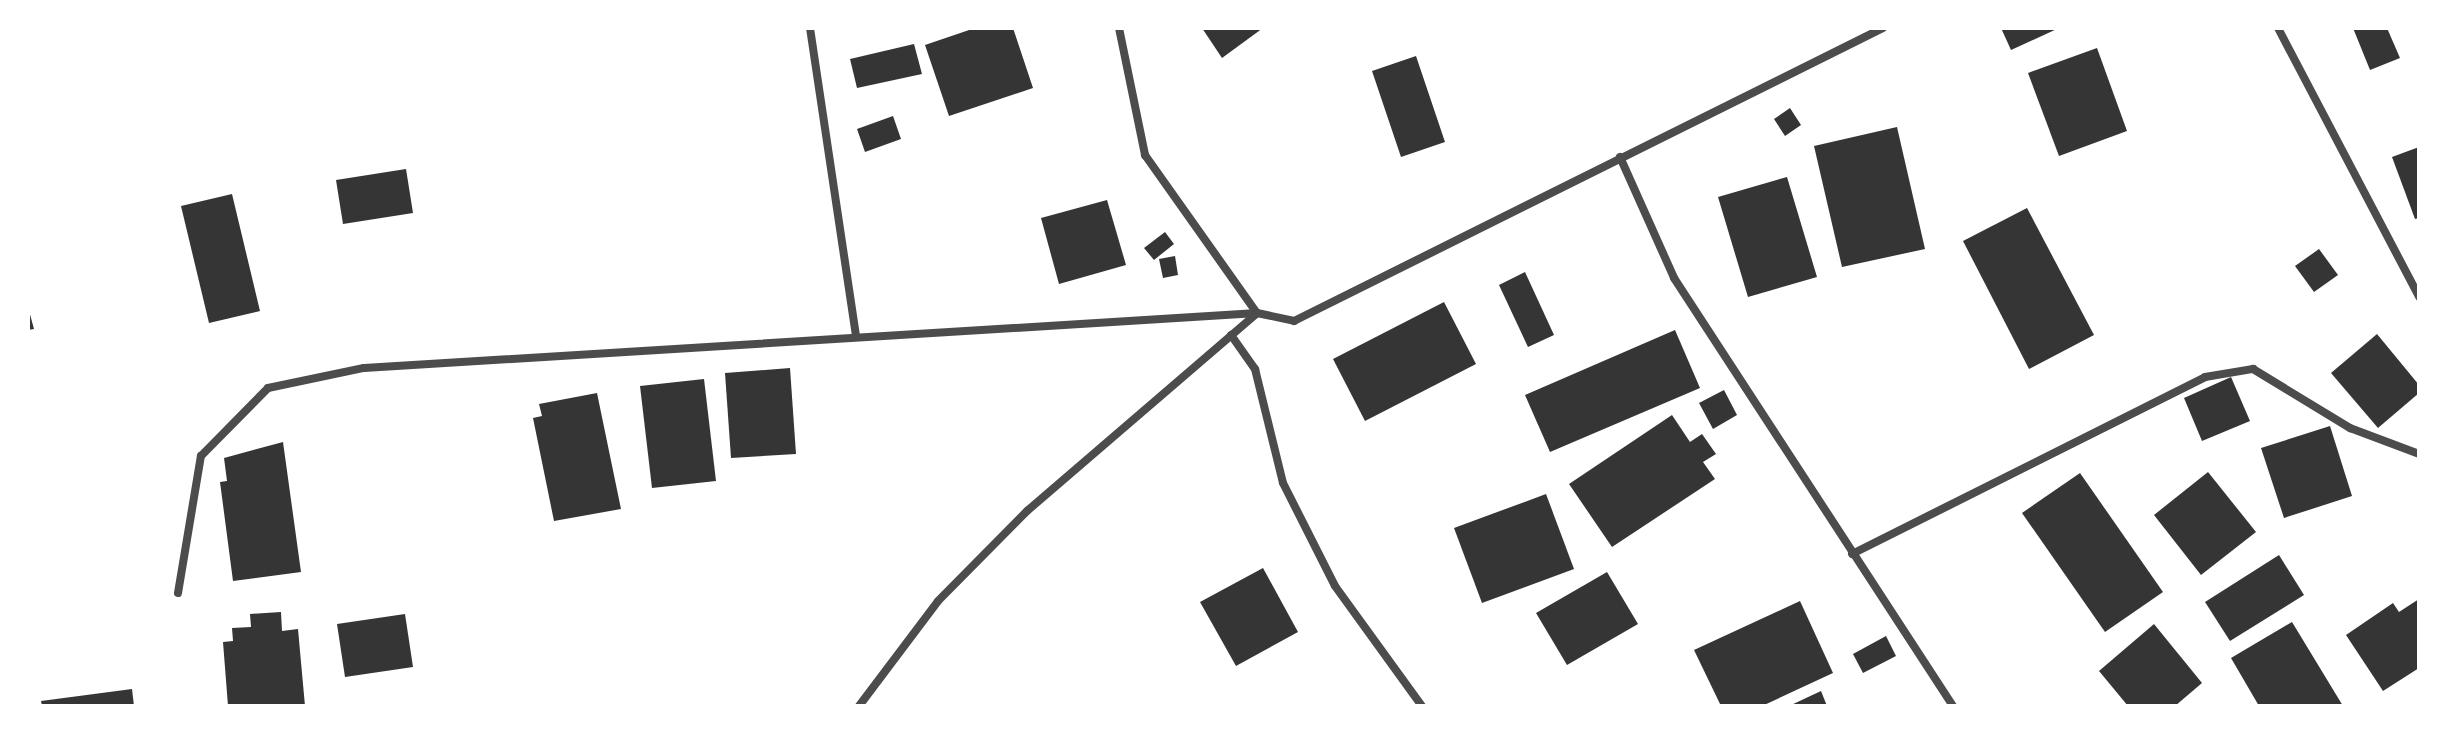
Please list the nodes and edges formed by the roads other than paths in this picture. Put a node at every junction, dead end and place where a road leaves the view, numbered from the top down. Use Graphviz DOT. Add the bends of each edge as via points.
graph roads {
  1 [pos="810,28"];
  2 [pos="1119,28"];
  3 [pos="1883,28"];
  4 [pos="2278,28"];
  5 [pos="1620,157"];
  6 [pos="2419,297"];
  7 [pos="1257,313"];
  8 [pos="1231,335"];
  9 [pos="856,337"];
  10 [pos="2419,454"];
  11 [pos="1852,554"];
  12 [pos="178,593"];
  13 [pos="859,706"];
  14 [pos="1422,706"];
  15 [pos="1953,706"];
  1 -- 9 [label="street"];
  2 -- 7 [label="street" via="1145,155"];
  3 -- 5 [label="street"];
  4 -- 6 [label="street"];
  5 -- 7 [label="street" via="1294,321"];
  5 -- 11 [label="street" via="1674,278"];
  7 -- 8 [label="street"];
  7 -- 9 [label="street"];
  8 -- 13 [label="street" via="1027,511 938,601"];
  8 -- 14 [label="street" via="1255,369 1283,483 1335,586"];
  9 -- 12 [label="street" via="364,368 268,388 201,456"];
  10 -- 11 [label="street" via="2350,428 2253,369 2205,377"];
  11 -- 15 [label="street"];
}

Problem description:
Copy every entry above exactly as it stands, but leave the pictures out.

Output below:
Please list the nodes and edges formed by the roads other than paths in this picture. Put a node at every junction, dead end and place where a road leaves the view, numbered from the top down. Use Graphviz DOT. Add the bends of each edge as via points.
graph roads {
  1 [pos="810,28"];
  2 [pos="1119,28"];
  3 [pos="1883,28"];
  4 [pos="2278,28"];
  5 [pos="1620,157"];
  6 [pos="2419,297"];
  7 [pos="1257,313"];
  8 [pos="1231,335"];
  9 [pos="856,337"];
  10 [pos="2419,454"];
  11 [pos="1852,554"];
  12 [pos="178,593"];
  13 [pos="859,706"];
  14 [pos="1422,706"];
  15 [pos="1953,706"];
  1 -- 9 [label="street"];
  2 -- 7 [label="street" via="1145,155"];
  3 -- 5 [label="street"];
  4 -- 6 [label="street"];
  5 -- 7 [label="street" via="1294,321"];
  5 -- 11 [label="street" via="1674,278"];
  7 -- 8 [label="street"];
  7 -- 9 [label="street"];
  8 -- 13 [label="street" via="1027,511 938,601"];
  8 -- 14 [label="street" via="1255,369 1283,483 1335,586"];
  9 -- 12 [label="street" via="364,368 268,388 201,456"];
  10 -- 11 [label="street" via="2350,428 2253,369 2205,377"];
  11 -- 15 [label="street"];
}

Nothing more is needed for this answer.